Following the Second World War the recently established United Nations or rather its Economic Commission for Europe (UN EEC), situated in Geneva, started to deal with this issue. Their aim was twofold:

  • To establish a system that would ensure that none of the traffic victims in European countries should get into a worse position just because the accident was caused by a motor vehicle registered abroad.

  • To ensure that the entry of people to other countries by car should not be delayed because the prevailing insurance regulations within that country are different from those in their home country.

This problem could have been solved by the harmonisation of the liability insurance laws of the European countries, however, this could not be expected in the near future.

On 25th January 1949 the working group of the UN dealing with this subject, namely the Principal Working Party on Road Transport of the Inland Transport Committee of the Economic Commission for Europe of the United Nations drafted its Recommendation No. 5 suggesting the adoption of the Scandinavian model that was already running since 1926. Essentially, it has been recommended that central insurance organisations of countries with compulsory motor liability insurance should follow the Swedish pattern. This means introducing the Green Card as the certificate of liability insurance guarantee; and these organisations should conclude an agreement with each other enabling them to settle in lieu of the foreign insurance companies the losses caused by foreigners.

Indemnity Account


Indemnity Account

The contractual system of the compulsory motor liability insurance was introduced on 1st July 1991 . The respective law (Gov. Dec. No. 58/1991. IV. 13.) assigned the Association of the Hungarian Insurance Companies to handle an isolated account of funds for those losses, that – in spite of the obligation to conclude an insurance contract – were caused by an uninsured or under some circumstances, by an unknown user of a vehicle, and to indemnify the respective claimants. From 1st July 1991 until 31st December 1995, in accordance with the insurers having started writing compulsory motor liability insurance, this duty of the Association (MABISZ) was administered via the Hungaria Insurance Company. In line with a further decision of the member companies, the Motor Claims Office of the Association of Hungarian Insurance Companies (Hungarian abbreviation: ESZE, former MABISZ GKI) was set up, starting its activity on 1st January 1996. One of the main tasks of this organization would be the settlement of the above-mentioned losses.

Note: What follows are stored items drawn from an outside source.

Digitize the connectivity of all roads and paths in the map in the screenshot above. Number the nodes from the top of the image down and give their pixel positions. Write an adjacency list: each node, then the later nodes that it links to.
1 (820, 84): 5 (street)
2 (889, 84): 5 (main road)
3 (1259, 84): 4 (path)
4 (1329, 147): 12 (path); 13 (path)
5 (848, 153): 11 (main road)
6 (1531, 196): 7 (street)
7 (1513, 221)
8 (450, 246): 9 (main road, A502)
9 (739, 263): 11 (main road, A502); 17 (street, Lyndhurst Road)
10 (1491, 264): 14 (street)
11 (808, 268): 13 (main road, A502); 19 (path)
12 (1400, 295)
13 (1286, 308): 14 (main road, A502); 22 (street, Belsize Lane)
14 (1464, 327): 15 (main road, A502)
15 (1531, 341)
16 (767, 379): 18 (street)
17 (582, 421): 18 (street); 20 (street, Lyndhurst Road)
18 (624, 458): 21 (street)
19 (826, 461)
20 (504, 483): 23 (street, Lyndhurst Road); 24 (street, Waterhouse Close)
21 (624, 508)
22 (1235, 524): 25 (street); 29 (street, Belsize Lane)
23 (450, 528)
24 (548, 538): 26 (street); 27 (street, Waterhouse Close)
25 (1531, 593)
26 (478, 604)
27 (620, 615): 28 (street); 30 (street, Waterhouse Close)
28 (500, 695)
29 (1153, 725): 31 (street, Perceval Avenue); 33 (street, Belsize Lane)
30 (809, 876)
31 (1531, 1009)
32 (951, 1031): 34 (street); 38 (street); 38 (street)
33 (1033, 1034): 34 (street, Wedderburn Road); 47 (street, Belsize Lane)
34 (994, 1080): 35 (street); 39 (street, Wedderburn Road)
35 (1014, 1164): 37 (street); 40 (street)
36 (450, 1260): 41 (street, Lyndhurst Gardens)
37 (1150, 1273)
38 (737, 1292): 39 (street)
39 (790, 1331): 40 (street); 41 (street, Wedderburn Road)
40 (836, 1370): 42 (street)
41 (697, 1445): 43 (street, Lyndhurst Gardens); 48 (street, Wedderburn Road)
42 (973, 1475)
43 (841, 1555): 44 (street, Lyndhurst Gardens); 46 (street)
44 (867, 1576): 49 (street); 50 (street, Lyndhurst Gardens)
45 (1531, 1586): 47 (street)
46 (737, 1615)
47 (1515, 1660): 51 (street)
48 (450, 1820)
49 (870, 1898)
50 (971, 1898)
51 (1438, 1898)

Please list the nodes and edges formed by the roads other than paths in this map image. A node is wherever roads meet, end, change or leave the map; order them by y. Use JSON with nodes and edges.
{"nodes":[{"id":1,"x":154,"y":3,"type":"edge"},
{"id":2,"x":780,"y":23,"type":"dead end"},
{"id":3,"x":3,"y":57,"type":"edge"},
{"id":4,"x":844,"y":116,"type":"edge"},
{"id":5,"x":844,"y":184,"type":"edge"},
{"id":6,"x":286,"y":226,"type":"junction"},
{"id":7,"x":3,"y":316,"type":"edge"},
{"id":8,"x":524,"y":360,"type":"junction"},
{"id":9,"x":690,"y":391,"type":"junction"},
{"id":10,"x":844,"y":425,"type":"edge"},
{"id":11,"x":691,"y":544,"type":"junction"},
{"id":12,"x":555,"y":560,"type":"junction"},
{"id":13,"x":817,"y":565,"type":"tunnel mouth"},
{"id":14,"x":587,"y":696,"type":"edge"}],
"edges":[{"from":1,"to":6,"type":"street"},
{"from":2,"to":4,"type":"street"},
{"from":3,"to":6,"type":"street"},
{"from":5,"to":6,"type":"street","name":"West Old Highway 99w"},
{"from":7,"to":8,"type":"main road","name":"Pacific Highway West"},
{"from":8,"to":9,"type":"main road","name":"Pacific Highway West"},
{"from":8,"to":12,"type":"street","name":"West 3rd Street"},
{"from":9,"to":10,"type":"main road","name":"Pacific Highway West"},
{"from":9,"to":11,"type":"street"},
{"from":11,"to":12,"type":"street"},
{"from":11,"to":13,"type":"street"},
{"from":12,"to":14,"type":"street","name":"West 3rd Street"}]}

Although the wording of the law has been repeatedly amended, and as a consequence, the addressee of the obligation to fulfill this task has been changed, our office is steadily conducting this activity. Currently we are acting as the trustee of the Indemnity Account stipulated by the Gov. Dec. No. 171/2000 (X. 13.).

When should the trustee of the Indemnity Account settle the loss of a claimant?

1. When the loss was caused by using the motor vehicle of a registered user, who – despite the legal obligation to conclude an insurance contract – was uninsured, regardless to whether or not the motor vehicle was driven by the user or by anybody else with his/her approval or knowledge, or even in an unlawful manner.

2. When the loss was caused by the motor vehicle of an unknown user, however, with due consideration to the limitations and exclusions specified in the respective law.

3. In addition, the trustee of the Indemnity Account is obliged to settle the loss of the non-liable party, in case it is disputed whether the Indemnity Account or an insurance company is legally obliged to indemnify the claimant.

4. Finally, the trustee of the Indemnity Account has to advance the amount of indemnity to the non-liable party, not being the insured of those insurance companies, who are disputing which one of them is obliged to settle the claim of the innocent claimant in lieu of their insured client.

The amount of indemnity to be paid by the Indemnity Account

In case the loss was caused by the use of a motor vehicle of an uninsured user who had been obliged to conclude an insurance contract, the claimant is entitled to the same amount of indemnity – up to the coverage limits set by the law – as if any of the liability insurers would have to settle the loss on the basis of a valid insurance contract.

When the losses are caused by unknown users, the trustee of the Indemnity Account is not obliged to indemnify the claimant in the cases detailed below:

1. when the claimant is in a position to claim indemnity from social security or property insurance or liability insurance (though motor hull insurance is not to be taken into account),

2. the obligation of the trustee of the Indemnity Account shall not be extended to indemnify for damage to the motor vehicle, furthermore losses caused to the road, or to structures attached thereto, to the electric and communication equipment, or to other utilities and their fixtures, as well as to public means of advertising(eg: giant posters, electronic billboard).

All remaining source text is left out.